Daniel Furlan: o Renan do ‘Choque de Cultura’ invade o ambiente de música

Chegou a hora de o comentarista de futebol Craque Daniel (do “Falha de Cobertura”) e de o motorista Renan da Silva (do “Choque de Cultura”) darem lugar a outro personagem: o astro de rock Daniel Furlan, que na próxima sexta-feira lança o seu primeiro álbum solo, “Tropical Nada” (Deck).

Um desafio para o cantor, compositor, guitarrista, ator, roteirista, ex-cartunista e ex-tradutor de videogames de 42 anos, que desta vez se vê obrigado a enfrentar o público do alto de um palco (também na próxima sexta, no Studio SP Augusta, em São Paulo) e a explicar seu disco.

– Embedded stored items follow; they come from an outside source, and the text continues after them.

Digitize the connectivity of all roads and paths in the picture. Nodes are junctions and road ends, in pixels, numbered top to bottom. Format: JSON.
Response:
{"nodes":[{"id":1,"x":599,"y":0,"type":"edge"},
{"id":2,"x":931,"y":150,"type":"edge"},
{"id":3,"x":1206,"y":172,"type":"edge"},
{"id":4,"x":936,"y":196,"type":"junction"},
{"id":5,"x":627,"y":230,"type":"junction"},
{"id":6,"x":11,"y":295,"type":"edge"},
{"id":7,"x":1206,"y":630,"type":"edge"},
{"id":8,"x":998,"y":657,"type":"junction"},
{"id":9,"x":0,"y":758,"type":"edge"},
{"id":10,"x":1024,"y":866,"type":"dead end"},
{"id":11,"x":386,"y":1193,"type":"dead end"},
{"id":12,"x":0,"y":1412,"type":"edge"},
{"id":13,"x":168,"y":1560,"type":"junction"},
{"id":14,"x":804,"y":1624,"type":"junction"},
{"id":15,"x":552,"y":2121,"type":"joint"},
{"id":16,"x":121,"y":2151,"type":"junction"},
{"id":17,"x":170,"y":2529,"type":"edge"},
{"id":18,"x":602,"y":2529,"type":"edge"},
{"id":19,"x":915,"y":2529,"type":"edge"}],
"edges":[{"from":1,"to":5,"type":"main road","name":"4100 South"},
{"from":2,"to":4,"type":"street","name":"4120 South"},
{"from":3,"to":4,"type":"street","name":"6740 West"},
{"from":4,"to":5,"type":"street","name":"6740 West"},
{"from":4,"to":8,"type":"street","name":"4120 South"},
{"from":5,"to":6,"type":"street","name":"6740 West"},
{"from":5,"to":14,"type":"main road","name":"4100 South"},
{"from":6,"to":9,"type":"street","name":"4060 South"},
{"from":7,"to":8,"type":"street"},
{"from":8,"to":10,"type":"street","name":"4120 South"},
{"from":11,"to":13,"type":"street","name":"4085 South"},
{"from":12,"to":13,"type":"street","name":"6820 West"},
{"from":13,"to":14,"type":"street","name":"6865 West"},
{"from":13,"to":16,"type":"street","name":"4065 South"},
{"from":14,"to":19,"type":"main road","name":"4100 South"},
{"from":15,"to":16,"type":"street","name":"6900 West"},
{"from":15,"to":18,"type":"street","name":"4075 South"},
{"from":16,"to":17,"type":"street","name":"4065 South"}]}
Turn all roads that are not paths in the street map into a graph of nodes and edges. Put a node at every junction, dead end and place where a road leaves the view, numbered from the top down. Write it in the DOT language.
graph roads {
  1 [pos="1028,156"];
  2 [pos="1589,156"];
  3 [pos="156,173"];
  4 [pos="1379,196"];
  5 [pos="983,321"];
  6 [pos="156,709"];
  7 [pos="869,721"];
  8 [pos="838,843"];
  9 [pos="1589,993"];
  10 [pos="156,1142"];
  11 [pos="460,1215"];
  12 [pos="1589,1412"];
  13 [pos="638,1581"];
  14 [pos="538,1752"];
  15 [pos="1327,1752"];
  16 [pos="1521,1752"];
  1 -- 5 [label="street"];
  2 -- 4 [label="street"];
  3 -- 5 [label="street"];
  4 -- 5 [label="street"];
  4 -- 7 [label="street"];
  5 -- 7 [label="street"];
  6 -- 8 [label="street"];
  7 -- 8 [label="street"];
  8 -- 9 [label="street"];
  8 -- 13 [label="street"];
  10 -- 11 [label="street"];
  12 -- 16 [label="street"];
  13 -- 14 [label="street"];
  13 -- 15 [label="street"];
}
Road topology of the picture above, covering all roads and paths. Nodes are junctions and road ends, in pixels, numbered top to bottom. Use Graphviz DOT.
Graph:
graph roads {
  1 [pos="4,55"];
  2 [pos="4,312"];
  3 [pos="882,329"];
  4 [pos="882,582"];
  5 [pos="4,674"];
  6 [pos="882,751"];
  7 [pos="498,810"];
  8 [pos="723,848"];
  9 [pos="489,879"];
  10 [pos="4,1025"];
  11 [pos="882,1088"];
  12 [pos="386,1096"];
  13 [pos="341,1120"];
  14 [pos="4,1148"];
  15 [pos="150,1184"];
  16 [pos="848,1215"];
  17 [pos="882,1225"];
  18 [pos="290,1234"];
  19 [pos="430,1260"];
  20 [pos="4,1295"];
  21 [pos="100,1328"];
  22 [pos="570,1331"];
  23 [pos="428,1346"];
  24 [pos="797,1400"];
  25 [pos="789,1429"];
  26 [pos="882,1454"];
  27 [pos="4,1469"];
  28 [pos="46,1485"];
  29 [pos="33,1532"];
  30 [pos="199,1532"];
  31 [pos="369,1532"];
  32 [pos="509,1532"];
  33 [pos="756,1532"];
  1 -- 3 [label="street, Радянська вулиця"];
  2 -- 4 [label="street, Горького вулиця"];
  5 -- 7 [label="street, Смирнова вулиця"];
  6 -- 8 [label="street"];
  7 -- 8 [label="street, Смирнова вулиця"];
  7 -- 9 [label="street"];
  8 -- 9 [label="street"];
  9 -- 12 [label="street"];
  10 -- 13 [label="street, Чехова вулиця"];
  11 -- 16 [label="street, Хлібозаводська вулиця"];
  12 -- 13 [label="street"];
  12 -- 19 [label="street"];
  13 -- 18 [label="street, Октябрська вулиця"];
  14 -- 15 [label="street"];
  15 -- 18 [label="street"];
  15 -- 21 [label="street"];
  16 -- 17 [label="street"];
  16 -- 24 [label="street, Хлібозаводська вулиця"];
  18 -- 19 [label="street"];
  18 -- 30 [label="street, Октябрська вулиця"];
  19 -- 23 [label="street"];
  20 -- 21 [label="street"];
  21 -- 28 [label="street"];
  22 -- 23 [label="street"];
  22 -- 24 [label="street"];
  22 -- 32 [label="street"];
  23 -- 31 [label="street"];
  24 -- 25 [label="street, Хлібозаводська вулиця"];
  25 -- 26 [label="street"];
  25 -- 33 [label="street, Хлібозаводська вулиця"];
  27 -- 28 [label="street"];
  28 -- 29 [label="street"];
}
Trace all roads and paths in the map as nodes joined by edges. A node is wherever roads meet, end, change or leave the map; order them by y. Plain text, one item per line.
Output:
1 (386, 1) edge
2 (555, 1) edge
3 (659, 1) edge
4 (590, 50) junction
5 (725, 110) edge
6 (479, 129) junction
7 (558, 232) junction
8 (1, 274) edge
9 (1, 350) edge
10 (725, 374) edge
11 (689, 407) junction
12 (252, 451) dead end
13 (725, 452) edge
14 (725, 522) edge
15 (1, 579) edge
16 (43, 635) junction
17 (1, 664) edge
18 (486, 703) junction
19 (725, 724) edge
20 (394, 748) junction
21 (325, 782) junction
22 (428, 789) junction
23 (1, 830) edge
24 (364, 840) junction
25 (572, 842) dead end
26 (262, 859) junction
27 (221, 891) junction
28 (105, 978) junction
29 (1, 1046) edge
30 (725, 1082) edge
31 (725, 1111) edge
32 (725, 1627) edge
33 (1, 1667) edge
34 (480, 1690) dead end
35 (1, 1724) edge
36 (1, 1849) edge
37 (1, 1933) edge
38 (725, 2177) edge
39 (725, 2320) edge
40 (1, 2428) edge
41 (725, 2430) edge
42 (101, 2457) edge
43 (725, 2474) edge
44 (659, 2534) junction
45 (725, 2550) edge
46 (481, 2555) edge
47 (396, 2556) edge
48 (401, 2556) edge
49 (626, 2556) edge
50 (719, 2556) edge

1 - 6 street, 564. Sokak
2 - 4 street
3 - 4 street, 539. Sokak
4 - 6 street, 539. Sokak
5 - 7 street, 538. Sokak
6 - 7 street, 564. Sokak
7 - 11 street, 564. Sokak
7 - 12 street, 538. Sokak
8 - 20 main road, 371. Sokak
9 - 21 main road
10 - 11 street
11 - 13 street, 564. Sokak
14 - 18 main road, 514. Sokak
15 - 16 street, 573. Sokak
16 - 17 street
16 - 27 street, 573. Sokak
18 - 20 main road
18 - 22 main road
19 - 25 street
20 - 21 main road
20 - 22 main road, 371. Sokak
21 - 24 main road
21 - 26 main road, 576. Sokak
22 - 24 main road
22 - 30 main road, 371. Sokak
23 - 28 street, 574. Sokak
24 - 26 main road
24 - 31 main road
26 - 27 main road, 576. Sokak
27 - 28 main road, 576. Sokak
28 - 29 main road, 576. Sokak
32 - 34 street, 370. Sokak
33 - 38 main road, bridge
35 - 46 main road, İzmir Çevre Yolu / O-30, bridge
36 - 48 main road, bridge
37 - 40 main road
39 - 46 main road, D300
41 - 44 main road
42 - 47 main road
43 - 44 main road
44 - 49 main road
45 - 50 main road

— Enquanto me ouço, vou me arrependendo do que estou falando. E chego à conclusão de que não é nada disso! — especula Daniel, assegurando que tinha a música como atividade (com a finada banda Ócio) “antes mesmo de pensar em fazer comédia”. — Tinha dito para mim mesmo que nunca mais ia ter banda, ainda mais com amigos. Só que durante a pandemia comecei a fazer umas músicas e a mão coçou. Pensei em chamar uns músicos, fazer esse disco e ver no que dava. E aí acabei juntando alguns amigos de novo.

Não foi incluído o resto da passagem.